Wednesday, October 26, 2011

Roy Alexander Morris

Roy Alexander Morris

Written by his daughter, Ruth Louise Morris Blimes.
Helen, Remus, Edith, Pearl, Nell, Clarence, Roy, Carl & Addie
Roy was the first boy and the fifth child of Remus Clark Morris and Addie Frances Bradds.  He lived on a farm with his parents and sisters and had very little formal schooling.  I think he went to the third grade, yet he went to various correspondence schools while he was employed at the Southern Ohio Electric Co. He also loved working crossword puzzles, so he was not lacking in brains.            

Roy Alexander Morris

He  was a handy man who could do plumbing and rebuilt part of the house at 510 High St., Nelsonville, Ohio and could wire a house from scratch.  He and Mom raised a huge garden every year and she kept his nose to the grindstone.  I think he would have liked to take life a little easier, but times were hard and money was scarce.  I don't ever remember a time when we didn't have plenty to eat and nice clothes to wear, even if they were homemade.                                      

Roy as a child
   I have always thought it was a blessing to be in a small town during the depression.  We raised our own chickens and turkeys, raised vegetables and had fruit trees, had our own bees and except for meat we were pretty self sufficient.  His sister, Pearl, lived on a farm and Dad would help on the farm in exchange for part of a pig and a beef.                      
Marquise & Roy Morris
 I am glad that Dad lived to a ripe old age and had time to go to his "fall-out shelter" up back and snooze on his glider as much as he wanted to.  He had earned it.
He liked to read Western books and had quite a collection of Louis L’Amour paperbacks which he read over and over.  I used to wonder how he could do that, but as I get older I forget the light fiction I read and in a year or two I am ready to read my favorites again.  He loved to hunt and fish.  He didn't hunt much in his later years but never lost his interest in fishing.
I don't think he cared if he caught anything; he just liked the peace and quiet that came with being in a picturesque setting.  I can remember when he brought squirrels or rabbits home and cleaned them up back.  I used to watch him and still remember how bad they smelled.  That may have something to do with my not liking to eat them.  But the real reason was biting into a piece of buckshot.  Ugh! 
He lived to be almost 82, dying from liver cancer.    
Roy & Marquise with their grandchildren

To his mom’s words Bill would like to add the following comments.
When I was fifteen I went to live with my grandparents.  I was not a very good student in school and I didn’t get along with my dad.  Grandma and Grandpa offered to take me in to help me with my studies and to bring peace in my parents’ home.  So for my Junior and Senior years in high school I lived with them in Nelsonville, Ohio.  Grandpa loved to take me fishing with him and we also did a lot of gardening in the yard and at a garden spot they rented along the Hocking River above Nelsonville.  I remember one time we were digging potatoes and I would lay my shovel down on the ground when I picked up the potatoes I had uncovered.  Grandpa said he could sure tell I was a “city kid” because a “farm boy” would stick his shovel in the ground upright so he wouldn’t have to bend over to pick it up.  I took this to heart and many years later I would tell my horticulture students this story when they would lay their shovels flat on the ground.

Roy & Marquise

Whenever we were working and Grandpa would do something like pounding his thumb with a hammer, his form of swearing was to say very emphatically, “God bless our Sunday School Teacher”!                                                                

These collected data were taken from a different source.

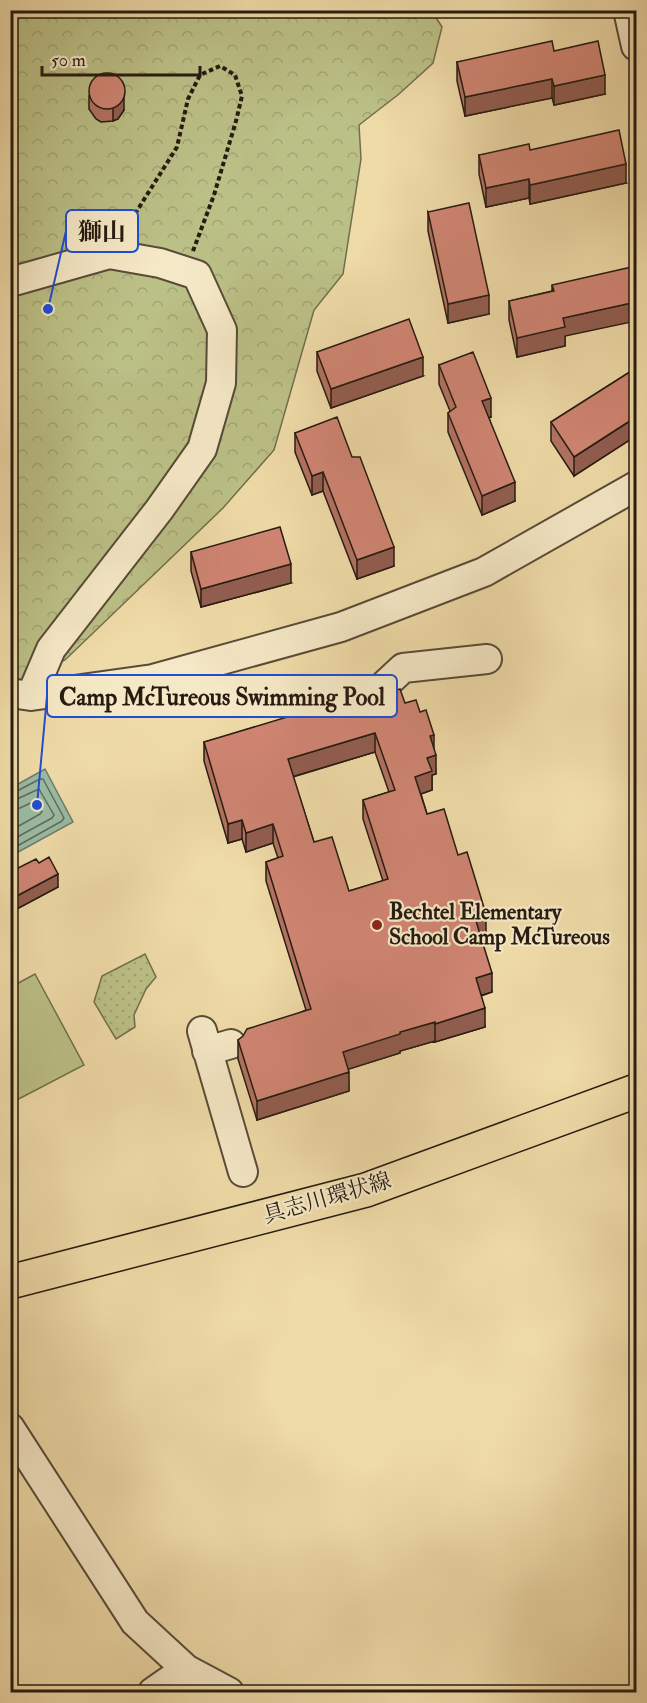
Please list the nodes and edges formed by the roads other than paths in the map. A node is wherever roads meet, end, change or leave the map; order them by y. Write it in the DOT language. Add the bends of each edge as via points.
graph roads {
  1 [pos="628,10"];
  2 [pos="636,46"];
  3 [pos="14,280"];
  4 [pos="636,486"];
  5 [pos="487,659"];
  6 [pos="21,694"];
  7 [pos="375,694"];
  8 [pos="213,1042"];
  9 [pos="636,1091"];
  10 [pos="243,1172"];
  11 [pos="10,1282"];
  12 [pos="10,1428"];
  13 [pos="186,1669"];
  14 [pos="153,1692"];
  15 [pos="229,1692"];
  1 -- 2 [label="street"];
  3 -- 6 [label="street" via="109,254 160,263 197,275 222,330 221,383 202,449"];
  4 -- 6 [label="street" via="484,572 341,627 153,679"];
  5 -- 7 [label="street" via="403,668"];
  8 -- 10 [label="street"];
  9 -- 11 [label="main road, 具志川環状線" via="366,1190"];
  12 -- 13 [label="street" via="135,1622"];
  13 -- 14 [label="street"];
  13 -- 15 [label="street"];
}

Carl, Edith, Clarence Roy, Sam, Pearl, Addie, Remus & Helen Morris

  Shortly after I graduated Grandpa took me aside and told me that because I had lived with them off and on through my youth, he felt I was like another son but since I wasn’t if there was anything I wanted from him, like any of his belongings or some money, I should ask for it while he was still living because he felt it was only right to leave his estate to his children.  He did help me with some money when I started college at Ohio University and again when I was starting my greenhouse business in Licking County, Ohio after I was married.